Absolute silence except for the occasional shrill cry of an unknown
bird touched us; with every bend the car was deeper into the forest
and the play of darkness and bright sunlight flooding a clearing lent
it an almost eerie aura. The zero point, a clearing with a lone forest
guest house built by the British had a distinctly antique air about
it.
Wild boar and leopard are only too familiar neighbours especially
during the monsoon when no tourists come, or in winters when one is
forced to remain indoors as the area is covered with snow, the
caretaker explained. But come February and the place is resplendent
with splashes of colour, especially the blazing red rhododendron. The
weather and huge diversity of wildlife had turned this into a
favourite retreat for the sahibs.
From Almora with short halts at the 1,000-year-old temple of Baijnath
on the banks of river Gomti and Bageshwar—the confluence of rivers
Sarayu and Gomti—we were once again negotiating the twists and turns
through dense greenery on our way to Kausani.

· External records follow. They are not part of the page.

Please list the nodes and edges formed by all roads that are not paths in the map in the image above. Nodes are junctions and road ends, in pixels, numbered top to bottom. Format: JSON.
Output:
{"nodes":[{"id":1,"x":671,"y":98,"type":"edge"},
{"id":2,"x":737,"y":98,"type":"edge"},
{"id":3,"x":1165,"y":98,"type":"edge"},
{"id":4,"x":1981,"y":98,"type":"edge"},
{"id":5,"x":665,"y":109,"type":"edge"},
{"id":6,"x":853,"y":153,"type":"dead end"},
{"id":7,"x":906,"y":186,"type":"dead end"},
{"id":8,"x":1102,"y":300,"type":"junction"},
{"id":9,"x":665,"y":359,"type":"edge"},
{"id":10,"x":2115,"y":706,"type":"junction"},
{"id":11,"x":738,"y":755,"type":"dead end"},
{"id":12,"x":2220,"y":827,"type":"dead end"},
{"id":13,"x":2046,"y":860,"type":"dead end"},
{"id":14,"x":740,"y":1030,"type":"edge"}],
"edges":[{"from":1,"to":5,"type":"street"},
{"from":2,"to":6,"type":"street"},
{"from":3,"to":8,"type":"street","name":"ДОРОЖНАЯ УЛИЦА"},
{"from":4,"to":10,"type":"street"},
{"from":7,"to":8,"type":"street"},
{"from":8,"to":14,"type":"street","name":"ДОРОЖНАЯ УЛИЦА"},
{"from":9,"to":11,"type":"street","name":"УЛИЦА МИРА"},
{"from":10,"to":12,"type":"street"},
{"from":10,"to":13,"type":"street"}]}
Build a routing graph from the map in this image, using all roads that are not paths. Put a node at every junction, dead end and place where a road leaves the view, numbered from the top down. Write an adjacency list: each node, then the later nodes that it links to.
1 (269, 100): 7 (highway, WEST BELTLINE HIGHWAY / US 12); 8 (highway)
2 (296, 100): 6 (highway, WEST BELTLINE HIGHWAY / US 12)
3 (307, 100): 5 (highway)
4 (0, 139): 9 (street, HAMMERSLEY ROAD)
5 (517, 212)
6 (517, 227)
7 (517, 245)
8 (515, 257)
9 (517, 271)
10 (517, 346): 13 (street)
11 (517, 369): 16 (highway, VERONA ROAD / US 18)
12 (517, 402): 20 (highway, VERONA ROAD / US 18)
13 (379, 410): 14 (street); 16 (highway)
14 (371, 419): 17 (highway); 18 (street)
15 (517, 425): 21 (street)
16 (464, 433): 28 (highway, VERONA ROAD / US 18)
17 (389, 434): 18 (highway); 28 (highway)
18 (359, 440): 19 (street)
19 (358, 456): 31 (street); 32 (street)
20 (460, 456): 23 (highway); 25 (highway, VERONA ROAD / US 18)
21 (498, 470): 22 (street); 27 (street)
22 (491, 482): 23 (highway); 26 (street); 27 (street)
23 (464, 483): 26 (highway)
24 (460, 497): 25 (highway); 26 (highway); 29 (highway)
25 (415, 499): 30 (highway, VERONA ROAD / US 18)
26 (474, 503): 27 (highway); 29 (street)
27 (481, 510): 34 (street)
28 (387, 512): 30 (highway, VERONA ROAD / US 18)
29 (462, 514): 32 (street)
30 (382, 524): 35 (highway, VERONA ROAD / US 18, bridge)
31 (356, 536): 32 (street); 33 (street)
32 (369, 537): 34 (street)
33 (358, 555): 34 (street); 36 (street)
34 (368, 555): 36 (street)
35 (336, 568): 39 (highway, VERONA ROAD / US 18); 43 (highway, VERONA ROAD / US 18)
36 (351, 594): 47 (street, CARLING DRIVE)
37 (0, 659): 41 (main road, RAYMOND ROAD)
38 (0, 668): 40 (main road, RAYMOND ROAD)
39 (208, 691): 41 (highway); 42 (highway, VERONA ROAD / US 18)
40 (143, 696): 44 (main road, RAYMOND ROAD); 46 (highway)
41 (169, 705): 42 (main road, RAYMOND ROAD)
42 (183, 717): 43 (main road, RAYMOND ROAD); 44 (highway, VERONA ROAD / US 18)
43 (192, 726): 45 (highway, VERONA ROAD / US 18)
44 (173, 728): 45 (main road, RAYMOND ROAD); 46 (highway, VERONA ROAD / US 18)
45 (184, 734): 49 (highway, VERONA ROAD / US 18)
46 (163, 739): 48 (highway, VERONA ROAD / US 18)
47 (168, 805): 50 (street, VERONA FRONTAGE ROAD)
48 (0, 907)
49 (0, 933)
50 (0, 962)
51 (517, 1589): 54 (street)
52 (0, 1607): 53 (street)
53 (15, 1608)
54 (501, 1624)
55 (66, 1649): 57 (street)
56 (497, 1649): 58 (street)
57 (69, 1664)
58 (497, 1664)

But nothing had prepared us for the sight on the morning after the
storm. Sharp at four, there was a knock on the door. A hotel boy said
the sky was unusually clear and we scampered up to the terrace to
catch the first rays of the sun. The sky was alight with a thousand
stars and just when the waiting crowd was starting to grow fretful,
the darkness began to decrease till there was a shot of brilliant
orange in the east. And then a curtain seemed to be ripped away before
our eyes and as the manager rattled on the names of the peaks—
Chaukhamba, Nanda Ghunti, Nanda Devi, Trishul, Panchchulli — we gasped
at the spectacle of dazzling white forms across the horizon. But
barely for five minutes, and then they were bathed in the blinding
golden light that forced us to look away!
The Anashakti Ashram, which Gandhiji had built with the backdrop of
the Himalayas and which till today has maintained the pristine ashram
atmosphere, holding public prayer meetings twice a day with its stark
unassuming architecture, blended here perfectly.